Given data START

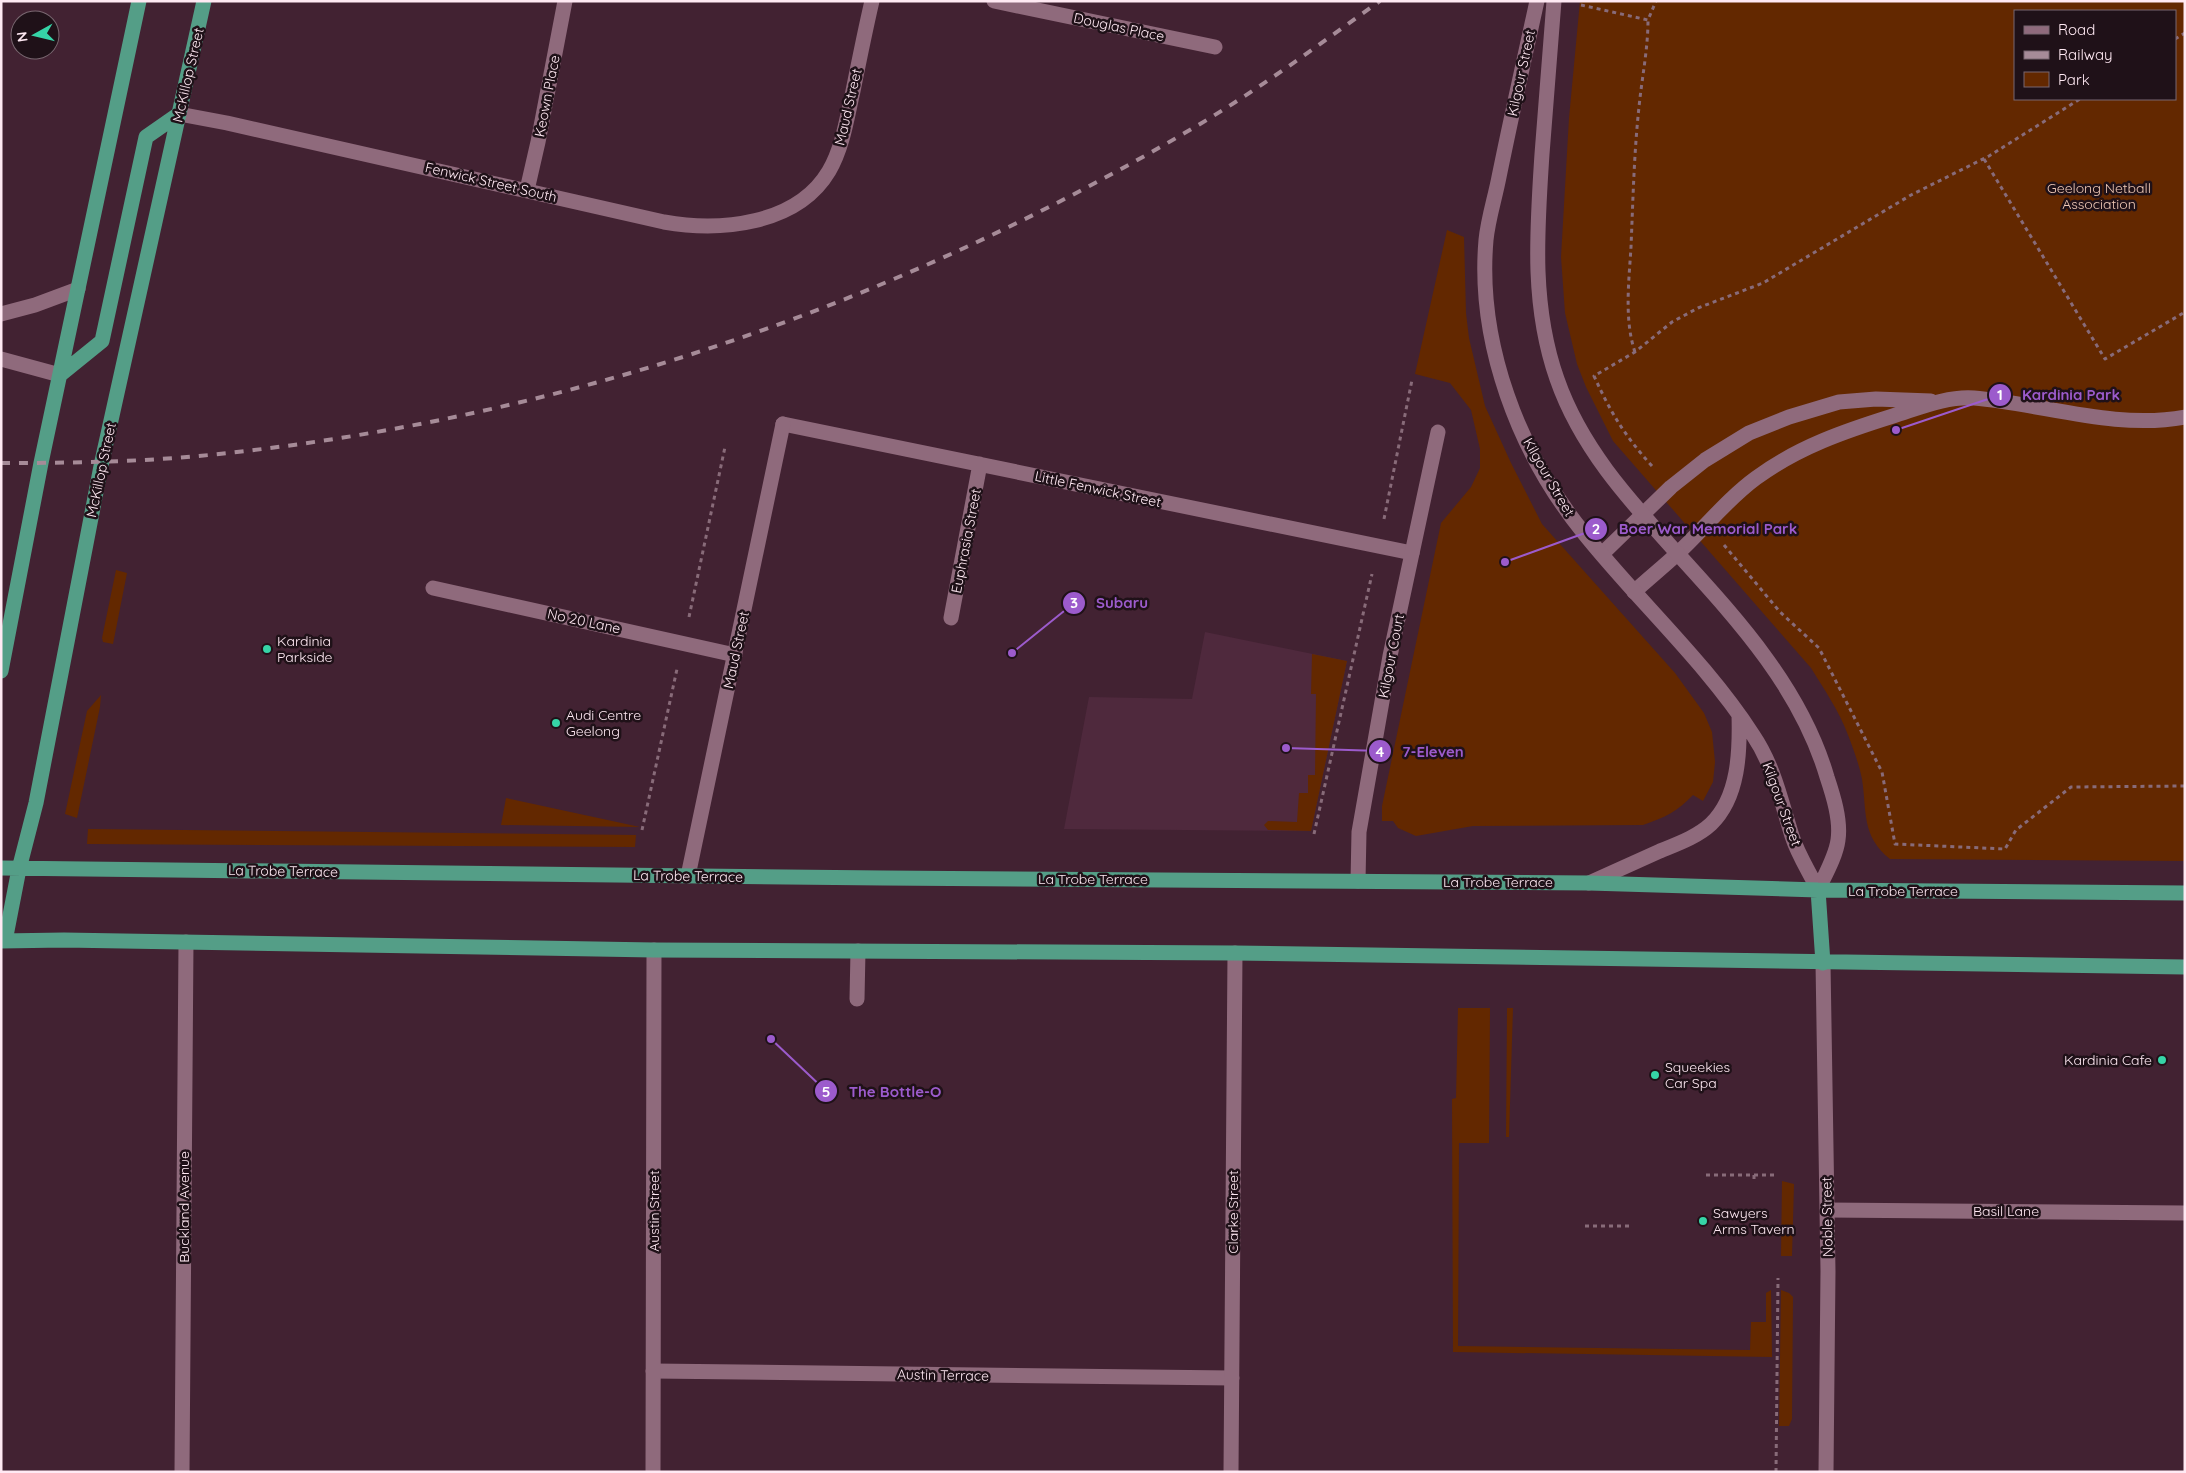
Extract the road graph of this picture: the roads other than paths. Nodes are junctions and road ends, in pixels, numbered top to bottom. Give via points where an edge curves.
1 (139, 1) edge
2 (204, 1) edge
3 (564, 1) edge
4 (872, 1) edge
5 (994, 1) edge
6 (1537, 1) edge
7 (1554, 1) edge
8 (1214, 47) dead end
9 (179, 114) junction
10 (526, 190) junction
11 (801, 200) joint
12 (78, 289) junction
13 (1, 314) edge
14 (1, 359) edge
15 (60, 375) junction
16 (1940, 402) junction
17 (2185, 418) edge
18 (783, 424) joint
19 (1438, 432) dead end
20 (980, 464) junction
21 (1642, 515) junction
22 (1412, 553) junction
23 (1678, 553) junction
24 (1602, 554) junction
25 (432, 588) dead end
26 (1634, 592) junction
27 (951, 618) dead end
28 (735, 655) junction
29 (1, 671) edge
30 (1739, 715) junction
31 (1, 868) edge
32 (19, 869) junction
33 (688, 876) junction
34 (1358, 881) junction
35 (1589, 883) junction
36 (1818, 890) junction
37 (2185, 893) edge
38 (3, 941) edge
39 (186, 942) junction
40 (654, 950) junction
41 (858, 951) junction
42 (1235, 953) junction
43 (1824, 963) junction
44 (2185, 967) edge
45 (857, 999) dead end
46 (1827, 1210) junction
47 (2185, 1212) edge
48 (653, 1371) junction
49 (1232, 1378) junction
50 (182, 1472) edge
51 (653, 1472) edge
52 (1231, 1472) edge
53 (1826, 1472) edge

1 - 12 highway
2 - 9 highway, McKillop Street
3 - 10 street, Keown Place
4 - 11 street, Maud Street via 846,123 835,159 822,181
5 - 8 street, Douglas Place
6 - 24 street, Kilgour Street via 1488,228 1487,303 1507,391 1534,456 1562,504
7 - 21 street, Kilgour Street via 1537,226 1540,310 1551,360 1570,410 1596,456
9 - 10 street, Fenwick Street South
9 - 15 highway via 146,137 102,341
9 - 32 highway, McKillop Street via 102,461 36,803
10 - 11 street, Fenwick Street South via 664,222 704,226 765,218
12 - 13 street
12 - 15 highway
14 - 15 street
15 - 29 highway
16 - 17 street via 1974,398 2126,421
16 - 21 street via 1858,400 1839,402 1789,417 1724,447 1671,487
16 - 23 street via 1842,432 1779,463 1736,494
18 - 20 street, Little Fenwick Street
18 - 28 street, Maud Street
19 - 22 street, Kilgour Court
20 - 22 street, Little Fenwick Street
20 - 27 street, Euphrasia Street
21 - 23 street, Kilgour Street
21 - 24 street
22 - 34 street, Kilgour Court via 1359,832
23 - 26 street
23 - 36 street, Kilgour Street via 1752,637 1784,684 1813,736 1832,791 1838,829 1838,842
24 - 26 street, Kilgour Street
25 - 28 street, No 20 Lane
26 - 30 street, Kilgour Street
28 - 33 street, Maud Street
30 - 35 street via 1740,741 1734,777 1724,805 1711,824 1685,840
30 - 36 street, Kilgour Street via 1774,775 1793,839
31 - 32 highway, La Trobe Terrace
32 - 33 highway, La Trobe Terrace
32 - 38 highway, McKillop Street
33 - 34 highway, La Trobe Terrace
34 - 35 highway, La Trobe Terrace
35 - 36 highway, La Trobe Terrace
36 - 37 highway, La Trobe Terrace
36 - 43 highway
38 - 39 highway
39 - 40 highway
39 - 50 street, Buckland Avenue
40 - 41 highway
40 - 48 street, Austin Street
41 - 42 highway
41 - 45 street
42 - 43 highway
42 - 49 street, Clarke Street
43 - 44 highway
43 - 46 street, Noble Street
46 - 47 street, Basil Lane
46 - 53 street, Noble Street
48 - 49 street, Austin Terrace
48 - 51 street, Austin Street
49 - 52 street, Clarke Street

Given data END

Directions => Quote the entries above word for word. Leave the images out.

Exercise solution =>
Extract the road graph of this picture: the roads other than paths. Nodes are junctions and road ends, in pixels, numbered top to bottom. Give via points where an edge curves.
1 (139, 1) edge
2 (204, 1) edge
3 (564, 1) edge
4 (872, 1) edge
5 (994, 1) edge
6 (1537, 1) edge
7 (1554, 1) edge
8 (1214, 47) dead end
9 (179, 114) junction
10 (526, 190) junction
11 (801, 200) joint
12 (78, 289) junction
13 (1, 314) edge
14 (1, 359) edge
15 (60, 375) junction
16 (1940, 402) junction
17 (2185, 418) edge
18 (783, 424) joint
19 (1438, 432) dead end
20 (980, 464) junction
21 (1642, 515) junction
22 (1412, 553) junction
23 (1678, 553) junction
24 (1602, 554) junction
25 (432, 588) dead end
26 (1634, 592) junction
27 (951, 618) dead end
28 (735, 655) junction
29 (1, 671) edge
30 (1739, 715) junction
31 (1, 868) edge
32 (19, 869) junction
33 (688, 876) junction
34 (1358, 881) junction
35 (1589, 883) junction
36 (1818, 890) junction
37 (2185, 893) edge
38 (3, 941) edge
39 (186, 942) junction
40 (654, 950) junction
41 (858, 951) junction
42 (1235, 953) junction
43 (1824, 963) junction
44 (2185, 967) edge
45 (857, 999) dead end
46 (1827, 1210) junction
47 (2185, 1212) edge
48 (653, 1371) junction
49 (1232, 1378) junction
50 (182, 1472) edge
51 (653, 1472) edge
52 (1231, 1472) edge
53 (1826, 1472) edge

1 - 12 highway
2 - 9 highway, McKillop Street
3 - 10 street, Keown Place
4 - 11 street, Maud Street via 846,123 835,159 822,181
5 - 8 street, Douglas Place
6 - 24 street, Kilgour Street via 1488,228 1487,303 1507,391 1534,456 1562,504
7 - 21 street, Kilgour Street via 1537,226 1540,310 1551,360 1570,410 1596,456
9 - 10 street, Fenwick Street South
9 - 15 highway via 146,137 102,341
9 - 32 highway, McKillop Street via 102,461 36,803
10 - 11 street, Fenwick Street South via 664,222 704,226 765,218
12 - 13 street
12 - 15 highway
14 - 15 street
15 - 29 highway
16 - 17 street via 1974,398 2126,421
16 - 21 street via 1858,400 1839,402 1789,417 1724,447 1671,487
16 - 23 street via 1842,432 1779,463 1736,494
18 - 20 street, Little Fenwick Street
18 - 28 street, Maud Street
19 - 22 street, Kilgour Court
20 - 22 street, Little Fenwick Street
20 - 27 street, Euphrasia Street
21 - 23 street, Kilgour Street
21 - 24 street
22 - 34 street, Kilgour Court via 1359,832
23 - 26 street
23 - 36 street, Kilgour Street via 1752,637 1784,684 1813,736 1832,791 1838,829 1838,842
24 - 26 street, Kilgour Street
25 - 28 street, No 20 Lane
26 - 30 street, Kilgour Street
28 - 33 street, Maud Street
30 - 35 street via 1740,741 1734,777 1724,805 1711,824 1685,840
30 - 36 street, Kilgour Street via 1774,775 1793,839
31 - 32 highway, La Trobe Terrace
32 - 33 highway, La Trobe Terrace
32 - 38 highway, McKillop Street
33 - 34 highway, La Trobe Terrace
34 - 35 highway, La Trobe Terrace
35 - 36 highway, La Trobe Terrace
36 - 37 highway, La Trobe Terrace
36 - 43 highway
38 - 39 highway
39 - 40 highway
39 - 50 street, Buckland Avenue
40 - 41 highway
40 - 48 street, Austin Street
41 - 42 highway
41 - 45 street
42 - 43 highway
42 - 49 street, Clarke Street
43 - 44 highway
43 - 46 street, Noble Street
46 - 47 street, Basil Lane
46 - 53 street, Noble Street
48 - 49 street, Austin Terrace
48 - 51 street, Austin Street
49 - 52 street, Clarke Street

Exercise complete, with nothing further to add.